Kenneth P. Klinker, PharmD, and Jason M. Pogue, PharmD, share some strategies to address beta-lactam dosing issues that they employ at their institutions.
Kenneth P. Klinker, PharmD, clinical associate professor from the University of Florida, and Jason M. Pogue, PharmD, clinical associate professor of medicine from the Wayne State University School of Medicine share some strategies to address beta-lactam dosing issues that they employ at their institutions.
Interview transcript (modified slightly for readability):
Kenneth Klinker, PharmD: There’s a fair amount of variability in drug exposure from patient to patient and we want to move towards dosing medication in a way that is specific for each patient. The minimally effective doses that have been identified in package labels are good for a certain population of patients but not for everyone, and we need to be more thoughtful.

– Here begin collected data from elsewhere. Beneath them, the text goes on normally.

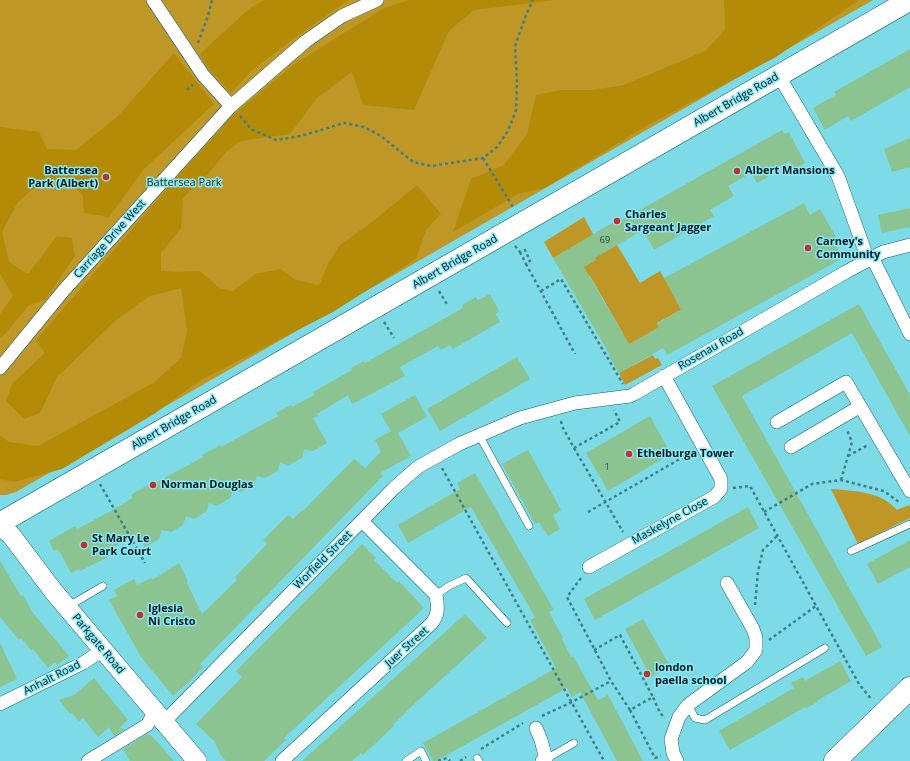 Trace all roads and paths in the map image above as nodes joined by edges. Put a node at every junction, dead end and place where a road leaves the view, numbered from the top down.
1 (153, 0) edge
2 (212, 0) edge
3 (377, 0) edge
4 (533, 0) edge
5 (910, 0) edge
6 (193, 58) junction
7 (779, 76) junction
8 (231, 106) junction
9 (483, 158) junction
10 (514, 210) dead end
11 (513, 244) dead end
12 (910, 246) edge
13 (520, 252) junction
14 (871, 258) junction
15 (526, 264) junction
16 (541, 291) junction
17 (910, 334) edge
18 (575, 354) dead end
19 (0, 368) edge
20 (664, 376) junction
21 (626, 396) junction
22 (612, 398) junction
23 (557, 407) junction
24 (860, 407) junction
25 (842, 418) junction
26 (777, 422) dead end
27 (502, 425) joint
28 (479, 435) junction
29 (879, 439) junction
30 (703, 446) junction
31 (792, 447) dead end
32 (574, 448) junction
33 (848, 456) junction
34 (436, 457) junction
35 (92, 470) junction
36 (842, 480) junction
37 (721, 489) junction
38 (908, 495) edge
39 (606, 502) junction
40 (588, 512) dead end
41 (764, 512) junction
42 (362, 521) junction
43 (0, 523) edge
44 (910, 524) edge
45 (0, 526) edge
46 (529, 526) dead end
47 (777, 535) junction
48 (630, 544) junction
49 (851, 551) dead end
50 (145, 563) dead end
51 (589, 566) joint
52 (727, 583) dead end
53 (103, 586) dead end
54 (436, 595) junction
55 (816, 606) junction
56 (67, 607) junction
57 (507, 623) dead end
58 (753, 629) junction
59 (825, 648) dead end
60 (102, 650) junction
61 (594, 650) junction
62 (756, 650) junction
63 (611, 681) junction
64 (910, 688) edge
65 (653, 697) junction
66 (572, 702) junction
67 (0, 704) edge
68 (688, 705) junction
69 (630, 710) junction
70 (885, 713) junction
71 (160, 717) junction
72 (534, 724) junction
73 (674, 729) junction
74 (574, 743) dead end
75 (477, 756) edge
76 (675, 757) edge
77 (544, 760) edge
78 (88, 761) edge
79 (196, 761) edge
80 (282, 761) edge
81 (406, 761) edge
82 (426, 761) edge
83 (438, 761) edge
84 (450, 761) edge
85 (460, 761) edge
86 (604, 761) edge
87 (836, 761) edge

1 - 6 street
2 - 6 path
3 - 8 street, Carriage Drive West
4 - 9 path
5 - 7 main road, Albert Bridge Road
6 - 8 street
7 - 14 street
7 - 35 main road, Albert Bridge Road
8 - 9 path
8 - 19 street, Carriage Drive West
9 - 10 path
11 - 13 path
12 - 14 street, Rosenau Road
13 - 15 path
13 - 15 path
14 - 17 street
14 - 20 street, Rosenau Road
15 - 16 path
16 - 18 path
16 - 21 path
20 - 21 street, Rosenau Road
20 - 30 street
21 - 22 street, Rosenau Road
22 - 23 street, Rosenau Road
22 - 32 path
23 - 27 street, Rosenau Road
23 - 32 path
24 - 25 street
24 - 26 street
24 - 29 street
25 - 31 street
25 - 33 path
27 - 28 street, Worfield Street
28 - 34 street, Worfield Street
28 - 46 lane
29 - 33 path
29 - 38 street
30 - 37 street
30 - 39 path
32 - 39 path
33 - 36 path
34 - 42 street, Worfield Street
34 - 66 path
35 - 43 main road, Albert Bridge Road
35 - 50 path
36 - 38 path
36 - 41 path
37 - 41 path
37 - 48 street, Maskelyne Close
39 - 40 path
39 - 48 path
41 - 47 path
42 - 54 street
42 - 71 street, Worfield Street
44 - 49 lane
45 - 56 street, Parkgate Road
47 - 55 path
47 - 58 path
48 - 51 street, Maskelyne Close
51 - 61 path
52 - 58 street
53 - 56 lane
54 - 57 lane
54 - 80 street, Juer Street
55 - 62 path
55 - 70 path
56 - 60 street, Parkgate Road
58 - 62 street
59 - 68 lane
60 - 67 street, Anhalt Road
60 - 71 street, Parkgate Road
61 - 63 path
61 - 65 path
62 - 68 street
63 - 66 path
63 - 69 path
64 - 70 highway
65 - 69 path
65 - 73 path
66 - 72 path
66 - 86 path
68 - 73 street
69 - 76 path
70 - 87 highway
71 - 78 street, Worfield Street
71 - 79 street, Parkgate Road
72 - 75 path
72 - 77 street
73 - 76 street
74 - 77 lane
75 - 85 path
81 - 82 lane
83 - 84 path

A strategy that’s been employed at the University of Florida has been to develop assays to detect common beta-lactams: cefepime, piperacillin, meropenem, and ceftriaxone. We have 10 total beta-lactams that we will do assays on different samples in order to identify how much drug is in any one particular patient. As patients who have an active infection come in, we are able to grab samples, assay them, and make dosage adjustments based off that assessment, early on in the process.
In contrast, most other facilities are just changing the infusion strategy in order to achieve that goal of maximizing drug exposure. We’ve taken it one step further in saying, we want to know exactly how much drug is flowing through the vein at that point in time. We get 2 concentrations, we make an assessment, and then our goal is that we get enough drug on board to achieve cure, and hopefully get enough drug on board to minimize resistance selection, as well as, make sure that we don’t overshoot our target and increase the risk for toxicity. Our outcomes have really been centered on whether we are able to achieve our desired goals.

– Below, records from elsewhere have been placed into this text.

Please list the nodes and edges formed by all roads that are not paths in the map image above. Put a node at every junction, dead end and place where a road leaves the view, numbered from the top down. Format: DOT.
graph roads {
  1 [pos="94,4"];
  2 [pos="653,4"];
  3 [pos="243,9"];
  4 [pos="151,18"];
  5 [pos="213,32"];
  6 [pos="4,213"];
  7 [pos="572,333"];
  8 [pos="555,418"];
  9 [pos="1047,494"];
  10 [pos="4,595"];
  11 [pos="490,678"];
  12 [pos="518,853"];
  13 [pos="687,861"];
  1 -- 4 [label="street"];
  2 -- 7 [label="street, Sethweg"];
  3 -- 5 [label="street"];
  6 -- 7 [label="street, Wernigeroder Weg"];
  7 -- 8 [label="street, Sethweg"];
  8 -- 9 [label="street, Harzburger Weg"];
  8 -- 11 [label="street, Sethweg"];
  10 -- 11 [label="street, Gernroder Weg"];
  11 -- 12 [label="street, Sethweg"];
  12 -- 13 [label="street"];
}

What we’ve seen is that [our results have been] consistent with what’s published in the literature. There’s a fair amount of variability in that most of our dosing strategies that we’ve integrated into practice, such as those using intermittent infusion strategies, oftentimes don’t achieve our desired targets and our desired target is a time above the MIC for a clinical cure of 100%. This is a more aggressive target in order to suppress resistance we actually looked at a CM/MIC ratio of 4 to really push the envelope to make sure that we not only kill the organism, but that we also don’t allow it to select out for more resistant pathogens.
We don’t have a ton of outcome data, but some that we do have is in the cystic fibrosis population which is a little bit different and a little more complex in regard to their infections. However, are seeing much longer windows of time that they are out of the hospital for exacerbations. We believe part of that (and the only thing we’ve changed) is that we’ve maximized drug exposure to try to decrease the bacterial count enough to where they have a longer time that they’re at home and don’t need to return again.

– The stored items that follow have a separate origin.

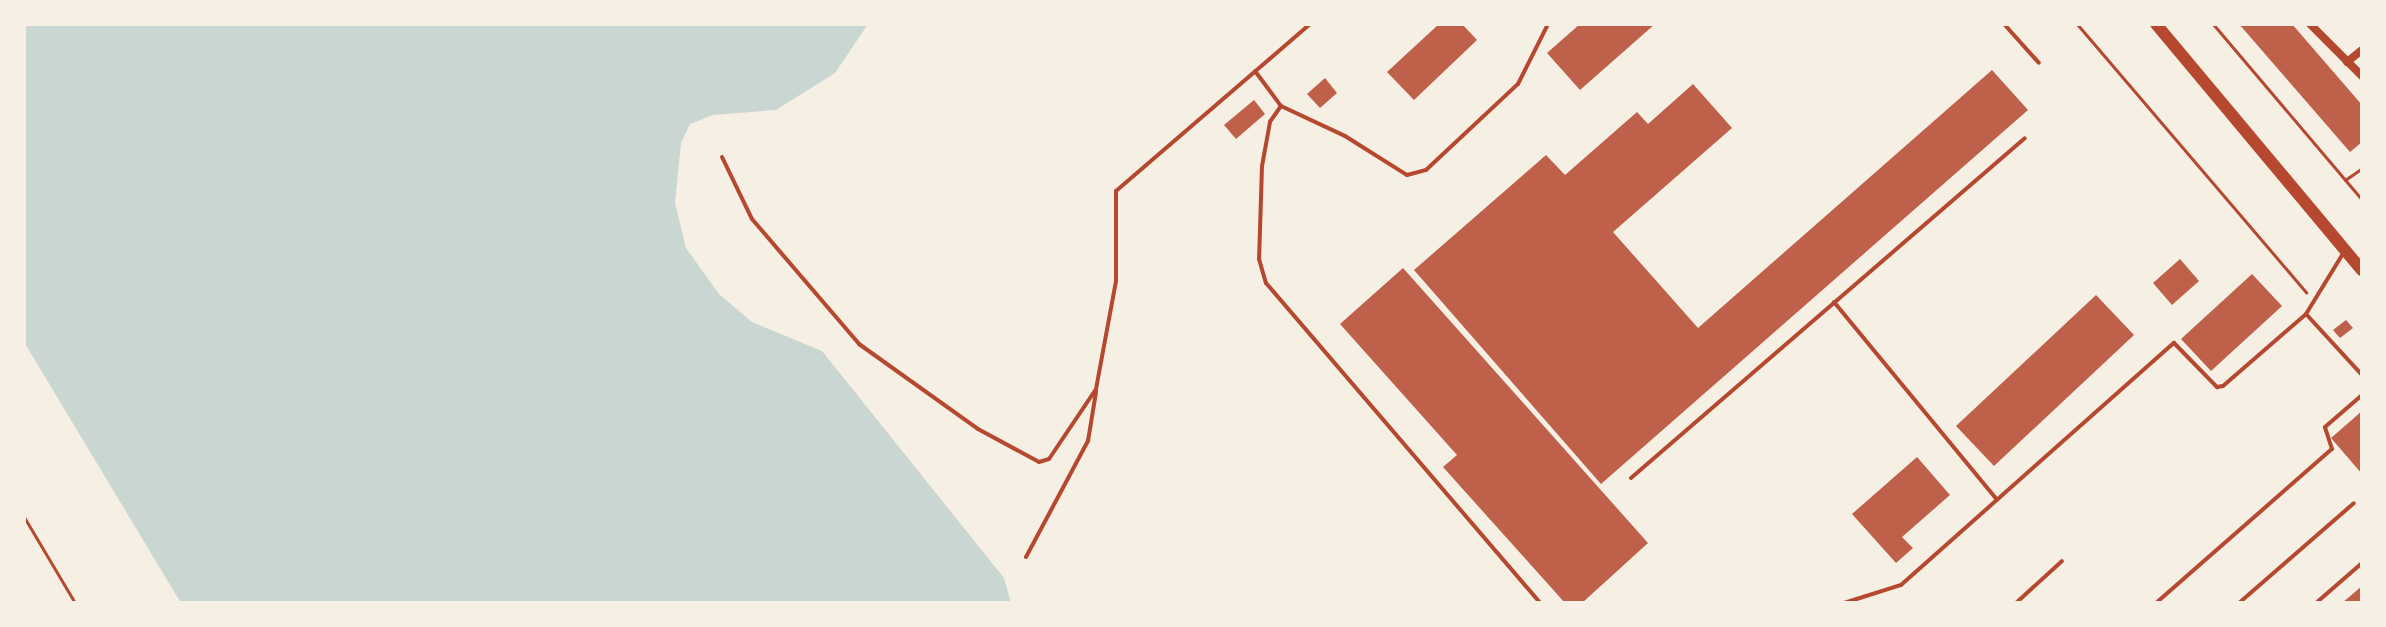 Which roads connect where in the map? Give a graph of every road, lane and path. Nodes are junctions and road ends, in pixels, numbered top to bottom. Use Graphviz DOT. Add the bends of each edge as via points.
graph roads {
  1 [pos="1310,24"];
  2 [pos="1548,24"];
  3 [pos="2004,24"];
  4 [pos="2077,24"];
  5 [pos="2156,24"];
  6 [pos="2213,24"];
  7 [pos="2310,24"];
  8 [pos="2362,50"];
  9 [pos="2347,62"];
  10 [pos="2039,63"];
  11 [pos="1255,71"];
  12 [pos="2362,76"];
  13 [pos="1281,106"];
  14 [pos="2025,138"];
  15 [pos="722,157"];
  16 [pos="2362,168"];
  17 [pos="2345,180"];
  18 [pos="2362,200"];
  19 [pos="2346,250"];
  20 [pos="2362,270"];
  21 [pos="2302,286"];
  22 [pos="1834,302"];
  23 [pos="2306,314"];
  24 [pos="2362,375"];
  25 [pos="1096,389"];
  26 [pos="2362,395"];
  27 [pos="1631,478"];
  28 [pos="1997,500"];
  29 [pos="2354,503"];
  30 [pos="24,517"];
  31 [pos="1026,557"];
  32 [pos="2062,561"];
  33 [pos="2362,563"];
  34 [pos="75,603"];
  35 [pos="1540,603"];
  36 [pos="1844,603"];
  37 [pos="2016,603"];
  38 [pos="2156,603"];
  39 [pos="2239,603"];
  40 [pos="2316,603"];
  1 -- 11 [label="lane"];
  2 -- 13 [label="lane" via="1518,84 1426,170 1407,175 1345,136"];
  3 -- 10 [label="lane"];
  4 -- 21 [label="path"];
  5 -- 19 [label="main road"];
  6 -- 17 [label="path"];
  7 -- 9 [label="street"];
  8 -- 9 [label="street"];
  9 -- 12 [label="street"];
  11 -- 13 [label="lane"];
  11 -- 25 [label="lane" via="1116,191 1116,281"];
  13 -- 35 [label="lane" via="1270,122 1262,166 1259,259 1266,283"];
  14 -- 22 [label="lane"];
  15 -- 25 [label="lane" via="752,219 859,344 978,429 1033,461 1049,459"];
  16 -- 17 [label="path"];
  17 -- 18 [label="path"];
  19 -- 20 [label="main road"];
  19 -- 23 [label="lane"];
  22 -- 27 [label="lane"];
  22 -- 28 [label="lane"];
  23 -- 24 [label="lane"];
  23 -- 28 [label="lane" via="2220,387 2174,343"];
  25 -- 31 [label="lane" via="1088,441"];
  26 -- 38 [label="lane" via="2325,427 2332,449"];
  28 -- 36 [label="lane" via="1901,585"];
  29 -- 39 [label="lane"];
  30 -- 34 [label="path"];
  32 -- 37 [label="lane"];
  33 -- 40 [label="lane"];
}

That is some of our earlier data focusing on pharmacokinetics, and really that is the real issue. The other variable is what are we starting to see is from an outcome perspective, and more is to come on that.
Jason Pogue, PharmD: I think it’s important to remember that with the beta-lactams, they are optimized by time above the MIC. This means that you need a sufficient amount of concentration for a given amount of the dosing interval from that standpoint. One thing that’s really nice about the beta-lactams is that they are generally well-tolerated agents and that gives you some opportunities to do some things.
The first thing you should be doing in these patients is giving them the maximum tolerable dose. You should be at the upper end of those package insert doses and I think that should be standard of care for patients when they are getting beta-lactams. They are safe because of all that variability that we just talked about, and you can get past that the best you can by giving them the most drug that you can.
In addition to that, because they are time-dependent antibiotics, you can do things with the infusion in order to keep concentrations above that MIC for longer periods of times. Ideally, you would give them as a continuous infusion, and you would always be above the MIC, but that can create some logistical hurdles, and so one thing we try to do at my institution as a standard practice to optimize those exposures is split the difference. We give the beta-lactams as extended infusions. About 3 hours is our standard and again, that allows us to be able to keep the concentration above that MIC for longer.
Hopefully this will optimize patient outcomes, including clinical care, and hopefully, it will decrease resistance development.
I think it’s worth mentioning that there are folks who are hesitant to go to extended infusions because what’s happening is that for 4 times a day, you are tying up a line for 3 hours. That’s 12 hours—half the day—and there are concerns that line needs to be there for other reason. The patient might have to give other medications; the patient might not want to be tied up to a pole the whole day from that standpoint, etc. What I’ll tell you, however, is that with everything we’ve talked about so far, the risk of not doing that is simply too high. The benefits of extended infusions outweigh any of those issues and I found in my experience, as long as you detail and talk to those end-users, and you explain to them what you’re trying to accomplish and why you can be very successful in getting that done.